Secondary structures of leucocyte alpha 1- and alpha 2-interferons and of fibroblast beta-interferon are calculated using the molecular theory of protein secondary structures. The common secondary structure calculated for alpha- and beta-interferons is used to predict the three-dimensional structures of fragments 1-110 and 111-166 of the chains (which are supposed to be quasi-independent domains). The predicted structure of the active domain I (1-110) is an 'up-and-down' tetrahelical complex (in which the second helix is shorter than the others and can be absent in alpha 1-interferon) similar to the mirror image of myohaemoerythrin. The predicted structure of domain II (111-166) is either a three-stranded beta-sheet screened from one side by two alpha-helices or a three-helical complex (similar to that in the N-domain of papain), the first structure being more consistent with the circular dichroism data of alpha-interferon and its C-end fragment.
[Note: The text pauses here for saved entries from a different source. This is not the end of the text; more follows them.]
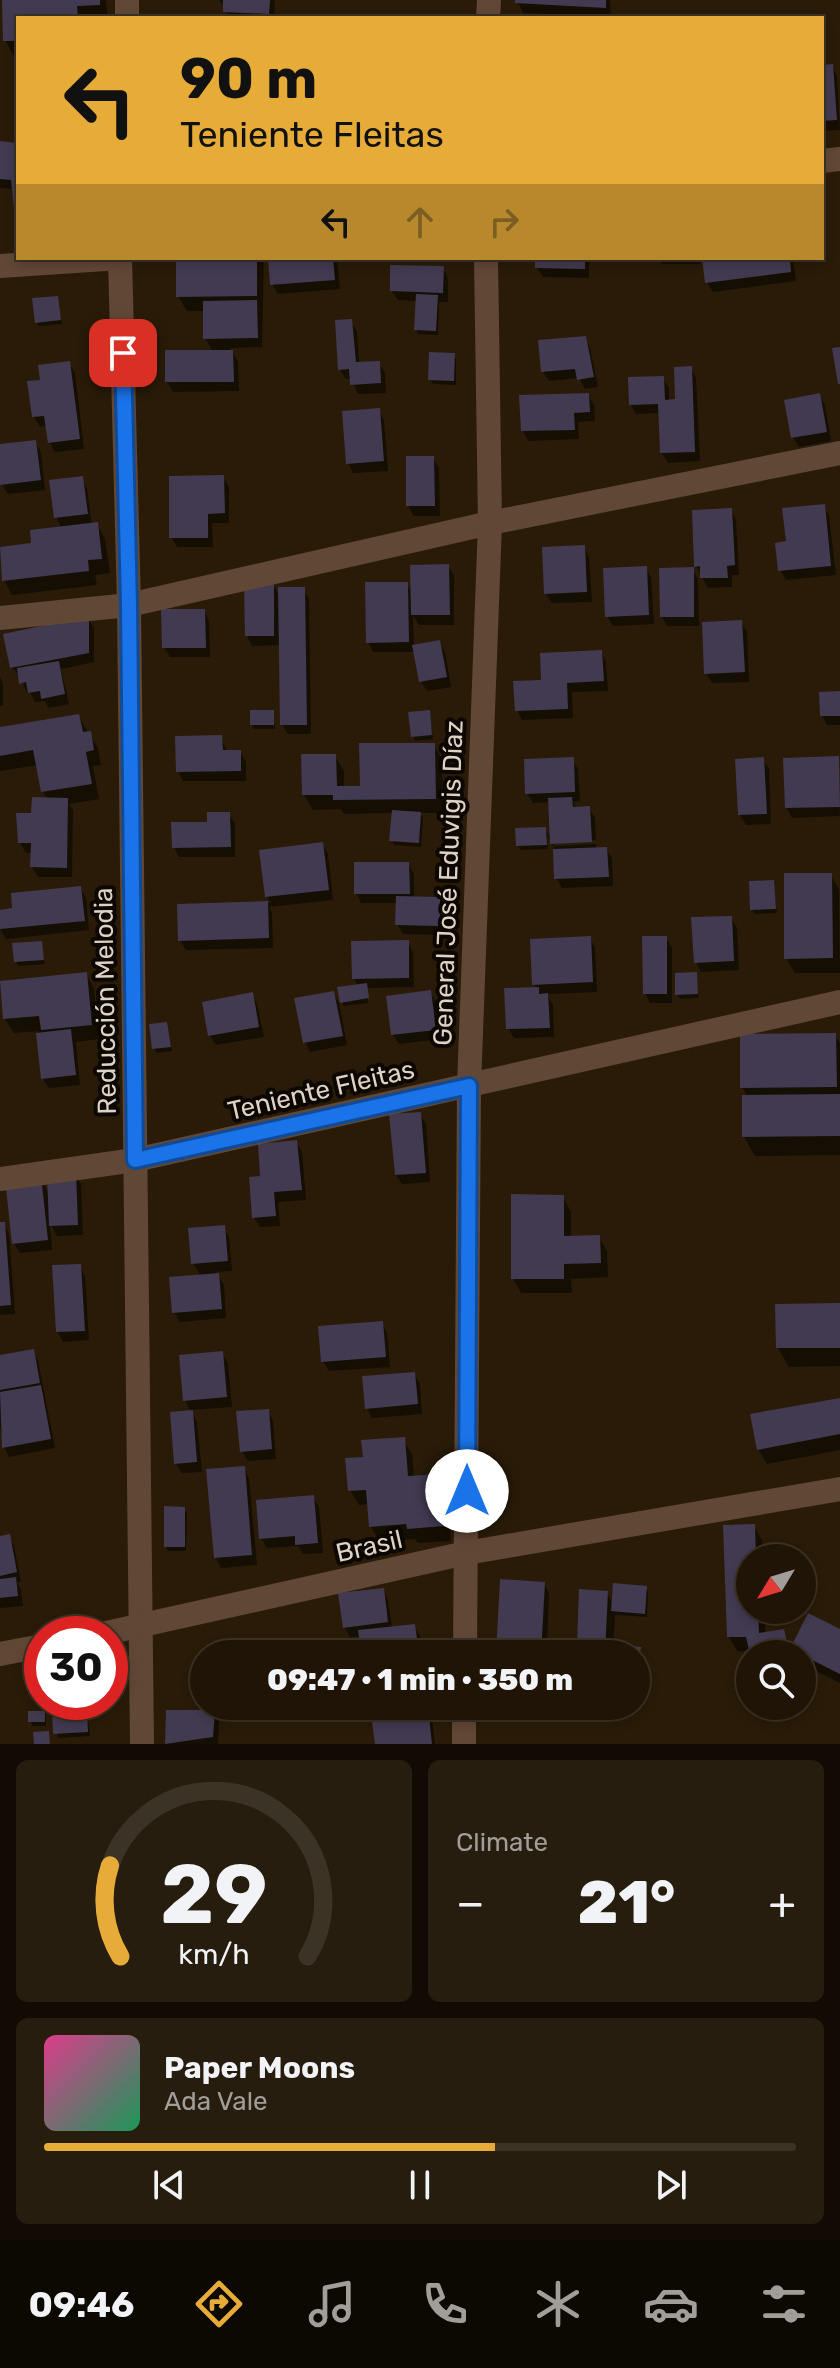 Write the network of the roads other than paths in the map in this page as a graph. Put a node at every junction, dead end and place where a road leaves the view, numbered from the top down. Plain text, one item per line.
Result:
1 (90, 260) edge
2 (120, 260) edge
3 (486, 260) edge
4 (0, 266) edge
5 (840, 453) edge
6 (490, 523) junction
7 (129, 605) junction
8 (0, 618) edge
9 (840, 1002) edge
10 (469, 1086) junction
11 (135, 1160) junction
12 (0, 1179) edge
13 (840, 1489) edge
14 (466, 1553) junction
15 (142, 1626) junction
16 (128, 1629) edge
17 (465, 1640) edge
18 (24, 1649) edge
19 (0, 1654) edge
20 (464, 1720) edge
21 (142, 1744) edge
22 (464, 1744) edge

1 - 4 street
2 - 7 street, Reducción Melodia
3 - 6 street, General José Eduvigis Díaz
5 - 6 street
6 - 7 street
6 - 10 street, General José Eduvigis Díaz
7 - 8 street
7 - 11 street, Reducción Melodia
9 - 10 street, Teniente Fleitas
10 - 11 street, Teniente Fleitas
10 - 14 street, General José Eduvigis Díaz
11 - 12 street, Teniente Fleitas
11 - 15 street, Reducción Melodia
13 - 14 street, Brasil
14 - 15 street, Brasil
14 - 17 street, General José Eduvigis Díaz
15 - 16 street, Brasil
15 - 21 street, Reducción Melodia
18 - 19 street
20 - 22 street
利用蛋白质二级结构的分子理论计算白细胞α1-和α2-干扰素以及成纤维细胞β-干扰素的二级结构。为α-和β-干扰素计算出的共同二级结构用于预测链片段1-110和111-166的三维结构(假定这些片段为准独立结构域)。活性结构域I(1-110)的预测结构是一种“上下”四螺旋复合体(其中第二个螺旋比其他螺旋短,在α1-干扰素中可能不存在),类似于肌血球素的镜像。结构域II(111-166)的预测结构要么是由两条α-螺旋从一侧屏蔽的三链β-折叠,要么是三螺旋复合体(类似于木瓜蛋白酶N结构域中的复合体),第一种结构与α-干扰素及其C端片段的圆二色性数据更一致。